_How to complete this task_: Copy out all lines of the records in which the word "Orquídeas" appears.

Entries taken from a collection:
Segment Open

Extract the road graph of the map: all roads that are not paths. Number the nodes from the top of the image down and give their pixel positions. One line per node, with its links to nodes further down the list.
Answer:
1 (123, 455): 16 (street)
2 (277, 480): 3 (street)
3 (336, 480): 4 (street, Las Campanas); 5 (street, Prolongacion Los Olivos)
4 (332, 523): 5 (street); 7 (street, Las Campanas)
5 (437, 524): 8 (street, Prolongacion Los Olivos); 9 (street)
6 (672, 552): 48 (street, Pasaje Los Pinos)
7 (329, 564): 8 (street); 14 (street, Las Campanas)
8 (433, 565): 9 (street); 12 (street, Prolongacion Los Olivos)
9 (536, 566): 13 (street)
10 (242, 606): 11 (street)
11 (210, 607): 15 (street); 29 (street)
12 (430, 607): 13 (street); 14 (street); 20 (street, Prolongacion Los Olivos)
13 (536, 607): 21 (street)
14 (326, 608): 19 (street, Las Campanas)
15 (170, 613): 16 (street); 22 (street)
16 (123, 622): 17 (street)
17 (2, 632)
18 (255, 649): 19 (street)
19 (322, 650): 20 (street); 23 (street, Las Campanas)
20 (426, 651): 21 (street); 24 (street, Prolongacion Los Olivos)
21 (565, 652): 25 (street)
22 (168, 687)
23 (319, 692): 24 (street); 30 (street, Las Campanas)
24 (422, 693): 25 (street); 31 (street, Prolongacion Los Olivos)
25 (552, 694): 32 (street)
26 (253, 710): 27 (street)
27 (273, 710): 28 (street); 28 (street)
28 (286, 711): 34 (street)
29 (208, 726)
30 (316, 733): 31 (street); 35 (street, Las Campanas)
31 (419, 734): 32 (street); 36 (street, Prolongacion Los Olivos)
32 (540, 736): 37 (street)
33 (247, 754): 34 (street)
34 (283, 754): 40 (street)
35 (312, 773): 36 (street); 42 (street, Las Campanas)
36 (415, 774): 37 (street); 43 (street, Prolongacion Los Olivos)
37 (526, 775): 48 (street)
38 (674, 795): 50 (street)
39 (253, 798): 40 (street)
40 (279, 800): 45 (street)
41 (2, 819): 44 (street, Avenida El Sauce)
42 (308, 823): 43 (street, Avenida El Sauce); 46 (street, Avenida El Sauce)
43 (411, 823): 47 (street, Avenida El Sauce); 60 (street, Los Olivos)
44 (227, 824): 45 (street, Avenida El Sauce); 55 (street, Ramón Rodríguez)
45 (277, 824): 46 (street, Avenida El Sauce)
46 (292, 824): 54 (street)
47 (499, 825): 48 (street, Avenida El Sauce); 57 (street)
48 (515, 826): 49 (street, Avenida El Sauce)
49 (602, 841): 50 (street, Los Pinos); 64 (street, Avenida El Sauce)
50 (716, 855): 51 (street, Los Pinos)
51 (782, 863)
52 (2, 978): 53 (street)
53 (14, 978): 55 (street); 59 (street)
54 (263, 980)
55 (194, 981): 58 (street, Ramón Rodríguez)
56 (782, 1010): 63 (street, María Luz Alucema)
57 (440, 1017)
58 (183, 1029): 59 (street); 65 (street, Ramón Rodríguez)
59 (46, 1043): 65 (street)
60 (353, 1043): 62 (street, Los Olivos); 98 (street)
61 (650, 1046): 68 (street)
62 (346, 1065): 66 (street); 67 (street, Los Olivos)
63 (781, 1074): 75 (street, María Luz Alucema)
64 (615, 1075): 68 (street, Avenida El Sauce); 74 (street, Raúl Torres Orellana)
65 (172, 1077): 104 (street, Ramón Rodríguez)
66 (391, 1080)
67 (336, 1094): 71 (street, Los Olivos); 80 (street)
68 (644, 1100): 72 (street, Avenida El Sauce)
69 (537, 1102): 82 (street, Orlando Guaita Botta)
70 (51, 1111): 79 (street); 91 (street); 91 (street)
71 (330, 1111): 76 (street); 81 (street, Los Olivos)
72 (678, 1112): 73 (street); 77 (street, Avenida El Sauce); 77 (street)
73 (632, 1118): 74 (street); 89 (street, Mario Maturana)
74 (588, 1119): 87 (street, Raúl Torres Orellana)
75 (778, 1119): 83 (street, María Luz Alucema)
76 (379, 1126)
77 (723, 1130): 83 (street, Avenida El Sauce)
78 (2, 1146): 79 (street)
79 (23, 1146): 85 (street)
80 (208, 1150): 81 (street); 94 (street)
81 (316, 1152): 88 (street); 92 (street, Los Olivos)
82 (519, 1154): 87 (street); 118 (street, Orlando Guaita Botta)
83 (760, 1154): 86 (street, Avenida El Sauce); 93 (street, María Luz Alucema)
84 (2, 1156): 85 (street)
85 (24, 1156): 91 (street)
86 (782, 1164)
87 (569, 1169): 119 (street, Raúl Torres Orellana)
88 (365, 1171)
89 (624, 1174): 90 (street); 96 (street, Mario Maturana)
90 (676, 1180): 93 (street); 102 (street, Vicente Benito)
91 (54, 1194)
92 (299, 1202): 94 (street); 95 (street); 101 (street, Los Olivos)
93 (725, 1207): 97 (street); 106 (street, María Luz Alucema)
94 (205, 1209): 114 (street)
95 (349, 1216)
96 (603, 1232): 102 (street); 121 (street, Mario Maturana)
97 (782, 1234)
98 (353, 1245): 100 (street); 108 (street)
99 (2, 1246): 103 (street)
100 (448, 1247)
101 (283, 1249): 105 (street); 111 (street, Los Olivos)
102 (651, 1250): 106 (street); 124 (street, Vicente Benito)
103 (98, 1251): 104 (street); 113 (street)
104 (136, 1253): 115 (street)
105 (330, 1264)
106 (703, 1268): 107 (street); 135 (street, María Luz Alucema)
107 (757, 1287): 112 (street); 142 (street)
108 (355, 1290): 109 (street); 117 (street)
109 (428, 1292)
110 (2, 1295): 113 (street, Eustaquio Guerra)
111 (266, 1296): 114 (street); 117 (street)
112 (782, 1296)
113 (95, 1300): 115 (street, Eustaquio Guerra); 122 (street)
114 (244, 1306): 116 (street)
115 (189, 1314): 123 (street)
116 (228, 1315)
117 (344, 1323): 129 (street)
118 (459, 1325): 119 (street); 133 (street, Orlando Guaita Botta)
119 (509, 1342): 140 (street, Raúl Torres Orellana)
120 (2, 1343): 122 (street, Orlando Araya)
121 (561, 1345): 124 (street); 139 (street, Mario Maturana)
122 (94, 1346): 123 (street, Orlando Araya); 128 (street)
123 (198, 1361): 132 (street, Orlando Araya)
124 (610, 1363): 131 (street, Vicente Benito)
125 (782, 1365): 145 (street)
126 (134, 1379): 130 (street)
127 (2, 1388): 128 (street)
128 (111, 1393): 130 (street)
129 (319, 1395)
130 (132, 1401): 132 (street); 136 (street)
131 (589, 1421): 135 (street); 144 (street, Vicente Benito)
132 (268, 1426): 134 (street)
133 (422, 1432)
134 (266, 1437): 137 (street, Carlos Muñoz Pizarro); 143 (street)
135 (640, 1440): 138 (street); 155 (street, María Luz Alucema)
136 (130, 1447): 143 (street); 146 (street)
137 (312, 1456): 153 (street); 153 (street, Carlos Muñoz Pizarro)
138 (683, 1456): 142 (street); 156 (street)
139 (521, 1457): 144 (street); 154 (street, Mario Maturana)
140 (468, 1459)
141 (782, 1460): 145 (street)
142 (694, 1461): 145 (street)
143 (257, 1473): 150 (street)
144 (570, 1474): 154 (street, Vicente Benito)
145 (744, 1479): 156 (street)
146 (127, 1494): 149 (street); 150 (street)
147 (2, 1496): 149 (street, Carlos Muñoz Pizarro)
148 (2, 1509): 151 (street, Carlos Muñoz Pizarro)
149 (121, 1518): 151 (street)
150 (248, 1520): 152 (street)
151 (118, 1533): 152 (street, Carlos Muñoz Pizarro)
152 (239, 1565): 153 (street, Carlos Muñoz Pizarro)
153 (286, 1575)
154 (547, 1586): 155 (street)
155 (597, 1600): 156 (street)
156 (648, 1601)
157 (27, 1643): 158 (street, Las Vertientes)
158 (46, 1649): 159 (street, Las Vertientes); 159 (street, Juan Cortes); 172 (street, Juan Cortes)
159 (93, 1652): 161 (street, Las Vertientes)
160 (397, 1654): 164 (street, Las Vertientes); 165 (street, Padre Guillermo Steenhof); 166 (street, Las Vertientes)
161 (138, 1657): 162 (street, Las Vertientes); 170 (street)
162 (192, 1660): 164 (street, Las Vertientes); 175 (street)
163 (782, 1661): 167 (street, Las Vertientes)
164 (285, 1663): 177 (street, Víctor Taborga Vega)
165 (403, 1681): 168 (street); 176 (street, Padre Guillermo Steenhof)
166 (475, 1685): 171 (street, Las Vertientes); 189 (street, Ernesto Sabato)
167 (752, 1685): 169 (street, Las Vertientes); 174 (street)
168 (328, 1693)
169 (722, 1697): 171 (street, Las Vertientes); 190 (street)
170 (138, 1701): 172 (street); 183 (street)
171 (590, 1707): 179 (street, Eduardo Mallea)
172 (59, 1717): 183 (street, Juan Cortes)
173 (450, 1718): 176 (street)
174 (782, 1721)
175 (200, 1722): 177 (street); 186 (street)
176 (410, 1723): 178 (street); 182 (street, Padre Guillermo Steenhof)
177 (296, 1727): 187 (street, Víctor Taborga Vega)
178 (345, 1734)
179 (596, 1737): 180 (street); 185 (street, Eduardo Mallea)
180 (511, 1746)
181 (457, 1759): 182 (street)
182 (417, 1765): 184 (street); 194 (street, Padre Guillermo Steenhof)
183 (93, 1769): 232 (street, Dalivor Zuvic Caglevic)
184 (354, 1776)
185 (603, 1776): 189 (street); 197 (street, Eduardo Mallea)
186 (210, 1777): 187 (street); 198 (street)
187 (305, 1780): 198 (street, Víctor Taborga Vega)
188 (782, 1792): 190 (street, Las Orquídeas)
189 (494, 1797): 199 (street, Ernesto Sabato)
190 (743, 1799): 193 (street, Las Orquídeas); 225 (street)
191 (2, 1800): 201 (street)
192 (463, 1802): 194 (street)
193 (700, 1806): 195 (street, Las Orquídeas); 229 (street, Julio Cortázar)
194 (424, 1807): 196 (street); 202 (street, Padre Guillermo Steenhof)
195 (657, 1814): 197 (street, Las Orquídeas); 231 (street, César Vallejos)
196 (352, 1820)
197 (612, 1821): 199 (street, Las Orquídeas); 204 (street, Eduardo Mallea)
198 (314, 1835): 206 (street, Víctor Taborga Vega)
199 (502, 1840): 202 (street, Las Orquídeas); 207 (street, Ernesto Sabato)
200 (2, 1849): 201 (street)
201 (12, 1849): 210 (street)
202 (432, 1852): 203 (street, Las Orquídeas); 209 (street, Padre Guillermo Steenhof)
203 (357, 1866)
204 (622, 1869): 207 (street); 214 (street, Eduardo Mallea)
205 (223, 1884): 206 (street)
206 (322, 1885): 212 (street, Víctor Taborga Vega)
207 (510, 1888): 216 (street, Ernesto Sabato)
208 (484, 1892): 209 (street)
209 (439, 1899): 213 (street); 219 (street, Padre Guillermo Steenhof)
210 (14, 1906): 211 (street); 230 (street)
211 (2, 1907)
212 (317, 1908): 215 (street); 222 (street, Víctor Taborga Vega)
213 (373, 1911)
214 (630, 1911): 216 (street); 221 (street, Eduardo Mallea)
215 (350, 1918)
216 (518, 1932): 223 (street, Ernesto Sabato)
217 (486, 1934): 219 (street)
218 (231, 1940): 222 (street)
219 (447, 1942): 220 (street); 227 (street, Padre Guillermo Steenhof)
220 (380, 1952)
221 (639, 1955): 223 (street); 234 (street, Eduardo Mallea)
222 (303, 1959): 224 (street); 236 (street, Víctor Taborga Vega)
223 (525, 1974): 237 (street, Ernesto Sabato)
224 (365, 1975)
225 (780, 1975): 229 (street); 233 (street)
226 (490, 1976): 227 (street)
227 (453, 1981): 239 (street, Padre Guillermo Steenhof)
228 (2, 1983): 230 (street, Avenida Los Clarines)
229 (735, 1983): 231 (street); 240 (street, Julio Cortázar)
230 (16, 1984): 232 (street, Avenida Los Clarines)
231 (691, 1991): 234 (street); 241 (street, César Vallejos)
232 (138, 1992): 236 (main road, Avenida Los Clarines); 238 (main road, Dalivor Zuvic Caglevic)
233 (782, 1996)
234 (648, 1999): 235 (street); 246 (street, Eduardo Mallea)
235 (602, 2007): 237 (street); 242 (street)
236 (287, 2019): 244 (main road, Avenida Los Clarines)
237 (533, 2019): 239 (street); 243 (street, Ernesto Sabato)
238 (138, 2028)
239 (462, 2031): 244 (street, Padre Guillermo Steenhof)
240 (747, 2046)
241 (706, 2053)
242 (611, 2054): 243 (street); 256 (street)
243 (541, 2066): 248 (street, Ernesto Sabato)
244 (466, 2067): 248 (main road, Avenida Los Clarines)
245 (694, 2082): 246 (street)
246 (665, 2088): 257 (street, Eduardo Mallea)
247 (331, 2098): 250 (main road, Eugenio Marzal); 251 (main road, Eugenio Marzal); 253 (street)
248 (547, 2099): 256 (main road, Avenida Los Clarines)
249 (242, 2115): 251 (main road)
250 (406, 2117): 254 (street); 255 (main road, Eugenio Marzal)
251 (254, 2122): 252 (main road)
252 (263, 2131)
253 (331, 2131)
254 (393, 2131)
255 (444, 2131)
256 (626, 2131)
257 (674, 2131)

Segment Closed

_Response area_:
188 (782, 1792): 190 (street, Las Orquídeas)
190 (743, 1799): 193 (street, Las Orquídeas); 225 (street)
193 (700, 1806): 195 (street, Las Orquídeas); 229 (street, Julio Cortázar)
195 (657, 1814): 197 (street, Las Orquídeas); 231 (street, César Vallejos)
197 (612, 1821): 199 (street, Las Orquídeas); 204 (street, Eduardo Mallea)
199 (502, 1840): 202 (street, Las Orquídeas); 207 (street, Ernesto Sabato)
202 (432, 1852): 203 (street, Las Orquídeas); 209 (street, Padre Guillermo Steenhof)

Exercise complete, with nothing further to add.